USS Maria J. Carlton was a schooner acquired by the United States Navy during the American Civil War. She was used by the Union Navy as a mortar schooner after being outfitted with a mortar and howitzers which could fire a projectile up-and-over instead of directly straight ahead.

Contents

Acquisition

Maria J. Carlton was purchased by the U.S. Navy at Middletown, Connecticut, from a Mr. Warner of Haddam, Connecticut, on 15 October 1861. She was converted into mortar schooner at the New York Navy Yard in Brooklyn, New York, and commissioned on 29 January 1862 with Acting Master Charles E. Jack in command.

Service history

Assigned to the Mortar Flotilla, which under the command of Commander David Dixon Porter and organized by the U.S. Navy to neutralize Confederate forts guarding the sea approach to New Orleans, Louisiana, the schooner got underway for the mouth of the Mississippi River in mid-February 1862. Despite a heavy gale off Cape Hatteras. North Carolina, which carried away her mainmast, rigging, and sails, she crossed the bar at Pass a l’Outre on 18 March 1862 and anchored in the waters of the Mississippi River Delta.

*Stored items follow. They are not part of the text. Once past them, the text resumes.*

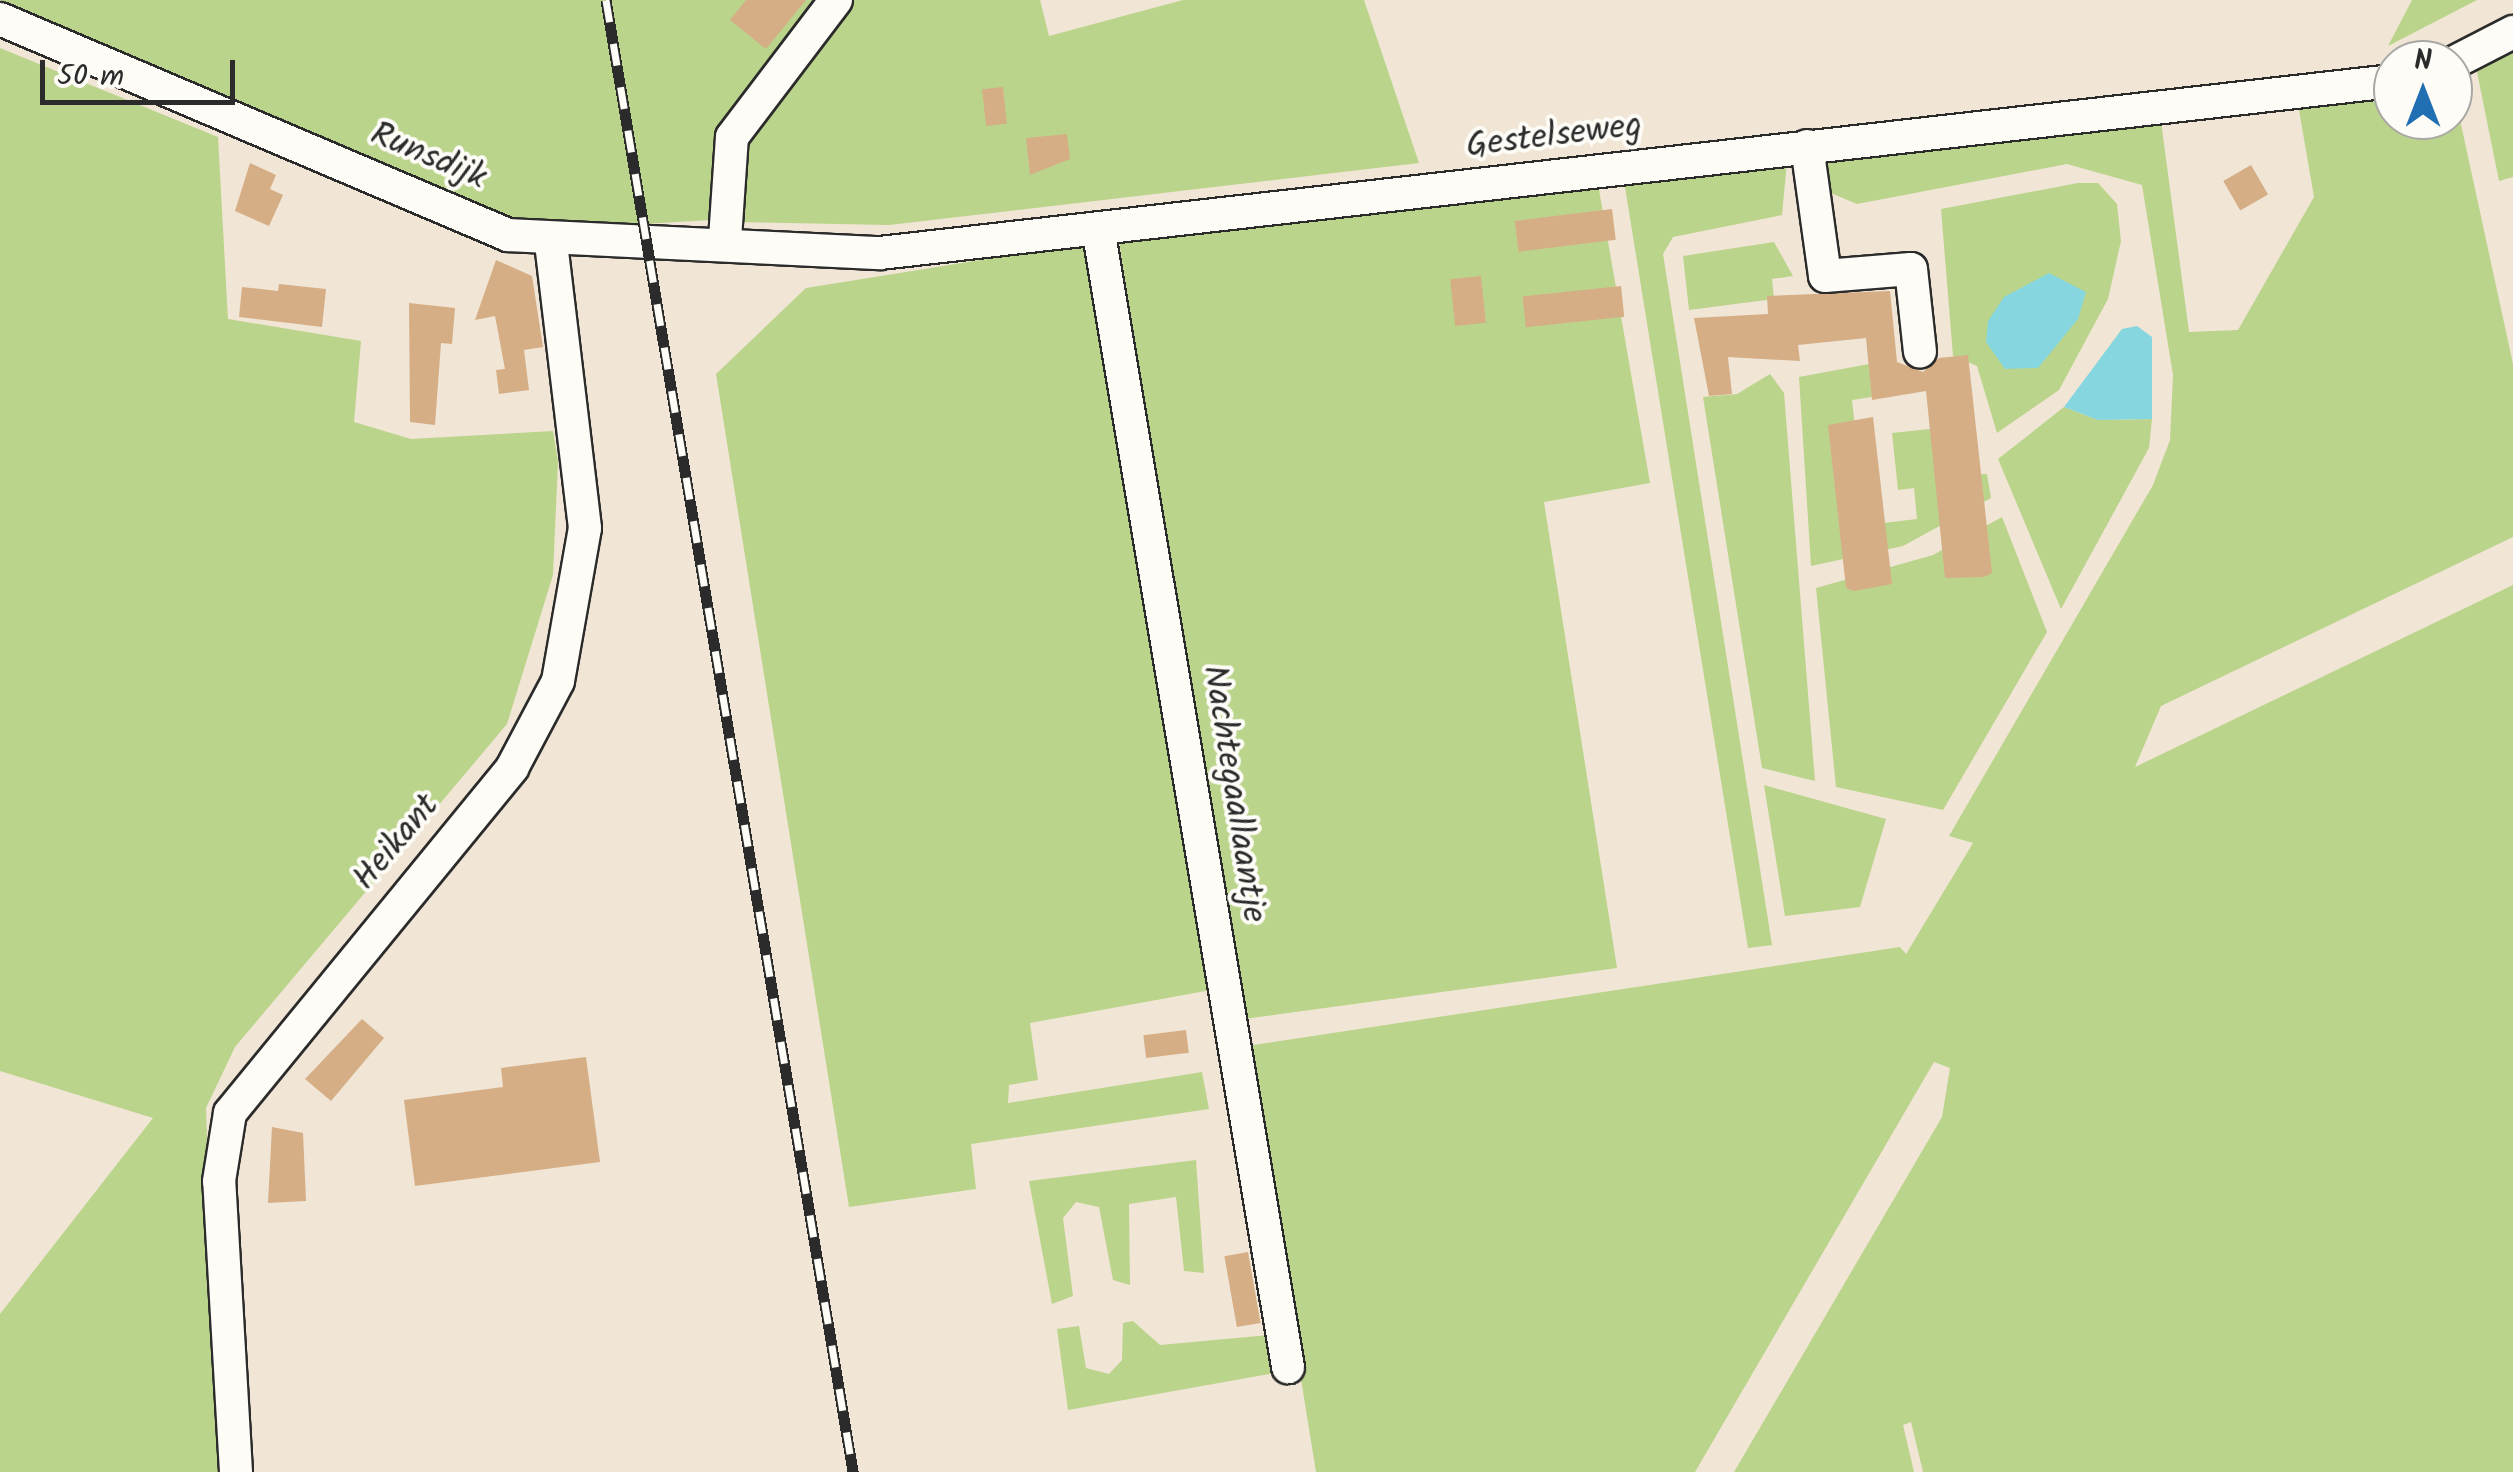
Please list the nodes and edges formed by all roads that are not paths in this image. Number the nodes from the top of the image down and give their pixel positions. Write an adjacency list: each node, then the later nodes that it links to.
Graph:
1 (836, 0): 8 (street)
2 (0, 19): 9 (street, Runsdijk)
3 (2513, 32): 4 (street)
4 (2473, 53)
5 (2373, 84): 6 (street, Gestelseweg)
6 (1808, 146): 7 (street, Gestelseweg); 10 (street)
7 (1099, 234): 8 (street, Gestelseweg); 11 (street, Nachtegaallaantje)
8 (724, 239): 9 (street, Gestelseweg)
9 (551, 241): 12 (street, Heikant)
10 (1920, 352)
11 (1288, 1367)
12 (236, 1472)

After preparing for the assault, the mortar schooners moved upstream to carefully selected positions and opened fire on Fort St. Philip and Fort Jackson, which stood between Flag Officer David Farragut’s invasion fleet and New Orleans, the Confederacy’s largest and wealthiest city. Maria J. Carlton operated with the 2nd Division of the Mortar Flotilla in the cannonade.

In the thick of action on 19 April 1862, [1] the second day of the bombardment, a Confederate shot struck Maria J. Carlton′s magazine deck and tore a large hole in her bottom, wounding two crewmen. The schooner quickly sank. On 25 April 1862, Union forces destroyed the remains of Maria J. Carlton. [1]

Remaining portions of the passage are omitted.